Some had retired, or so they said. Others admitted that they were probably just between jail terms. Whatever their game, they shared one trait: They lacked a normal perception of moral and ethical boundaries.
They knew that their behavior was at odds with societal rules. They just didn't believe, in their hearts, that their behavior was altogether wrong. If others were victimized, the victims were culpable for not effectively protecting themselves and their property. Finders keepers, so to speak, even if the finding was done inside someone else's purse. Little obligation was felt to refrain from doing what others didn't prevent.

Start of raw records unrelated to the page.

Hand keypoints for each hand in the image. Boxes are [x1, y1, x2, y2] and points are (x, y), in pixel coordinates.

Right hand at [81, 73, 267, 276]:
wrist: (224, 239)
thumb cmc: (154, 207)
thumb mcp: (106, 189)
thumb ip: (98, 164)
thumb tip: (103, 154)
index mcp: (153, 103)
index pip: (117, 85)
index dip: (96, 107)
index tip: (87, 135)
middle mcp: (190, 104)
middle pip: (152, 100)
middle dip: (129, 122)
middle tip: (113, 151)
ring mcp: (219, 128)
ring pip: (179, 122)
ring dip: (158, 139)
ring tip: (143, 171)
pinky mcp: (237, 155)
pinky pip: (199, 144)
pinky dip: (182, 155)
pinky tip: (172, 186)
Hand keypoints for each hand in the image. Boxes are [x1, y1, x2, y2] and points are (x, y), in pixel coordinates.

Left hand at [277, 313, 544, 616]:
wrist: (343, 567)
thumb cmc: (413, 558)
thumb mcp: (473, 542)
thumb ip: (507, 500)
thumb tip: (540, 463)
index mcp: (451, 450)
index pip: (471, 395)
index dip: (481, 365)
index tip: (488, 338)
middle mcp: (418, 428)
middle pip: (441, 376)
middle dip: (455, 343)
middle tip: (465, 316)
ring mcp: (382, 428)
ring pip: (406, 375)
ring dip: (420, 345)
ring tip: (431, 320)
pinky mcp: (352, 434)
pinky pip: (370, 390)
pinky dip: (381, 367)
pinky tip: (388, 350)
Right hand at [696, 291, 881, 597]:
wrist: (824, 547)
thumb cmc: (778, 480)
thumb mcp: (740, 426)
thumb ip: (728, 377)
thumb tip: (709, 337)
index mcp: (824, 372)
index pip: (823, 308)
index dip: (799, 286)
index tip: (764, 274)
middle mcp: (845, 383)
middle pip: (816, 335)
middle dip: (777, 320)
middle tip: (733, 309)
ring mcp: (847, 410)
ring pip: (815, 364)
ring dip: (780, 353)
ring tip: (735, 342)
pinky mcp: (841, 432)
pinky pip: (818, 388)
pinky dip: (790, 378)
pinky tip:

I think about this ethic sometimes when I watch the people in charge of our national government. Among them, an historic dearth of ability has been matched by a shortage of character.
Elaboration on the character of the president is a challenge, as pejorative vocabulary is so quickly exhausted. He is the kind of man well reared children are taught to avoid. With him, for now, we have a Congress that treats the American people as if we were dupes in a sidewalk shell game.
A prime exhibit would be the new tax law, which Republicans whooped through in haste and secrecy that kept the public from comprehending it. They now hope propaganda can persuade voters not to worry their pretty little heads about proper governance. The emerging message says: Grab a short-term windfall, go shopping, and re-elect your sugar daddies in the fall.
Nor should we overlook the blame-game opera of government shutdown, in which the worthies maneuvered to put a thumb on the scales of the November election. With serial chicanery in Congress and serial mendacity in the White House, we are receiving a revelation of sorts. The folks in charge have chosen the base side of the difference between leading people and herding them.
This view of the consent of the governed gives license. Lawmaking is guided not by principle, but by the odds of voters making a nuisance of themselves. And if voter consent is obtained by slippery method -- well, caveat emptor. Little obligation is felt to refrain from doing what the electorate doesn't prevent.
Pundits who lament a failure of bipartisan spirit are speaking imprecisely, in my opinion. The true lapse is from a duty to govern in the broader interest of all the people. In just one example, Republicans who crow that their tax law will harm Democrats politically are thumbing their noses at the citizens who elected the Democrats.
With complicity by leaders sworn to do better, our government has been Balkanized. Candidates and officeholders sing the tune of one faction or another. Zealous interests war outright against cohesion. A whole greater than the sum of its parts is not built. But the greater whole is, of course, the very idea of America.
For this dismal circumstance there is blame enough to go around. An extra portion goes to Republican leaders in Congress. They set a tone by working cynically for eight years to undermine a duly elected Democratic president. Now in power, they settle for ginning out cheap maneuvers while their own party's president challenges the gag reflex of the world.
History will call the lot of them authors of an epochal disgrace.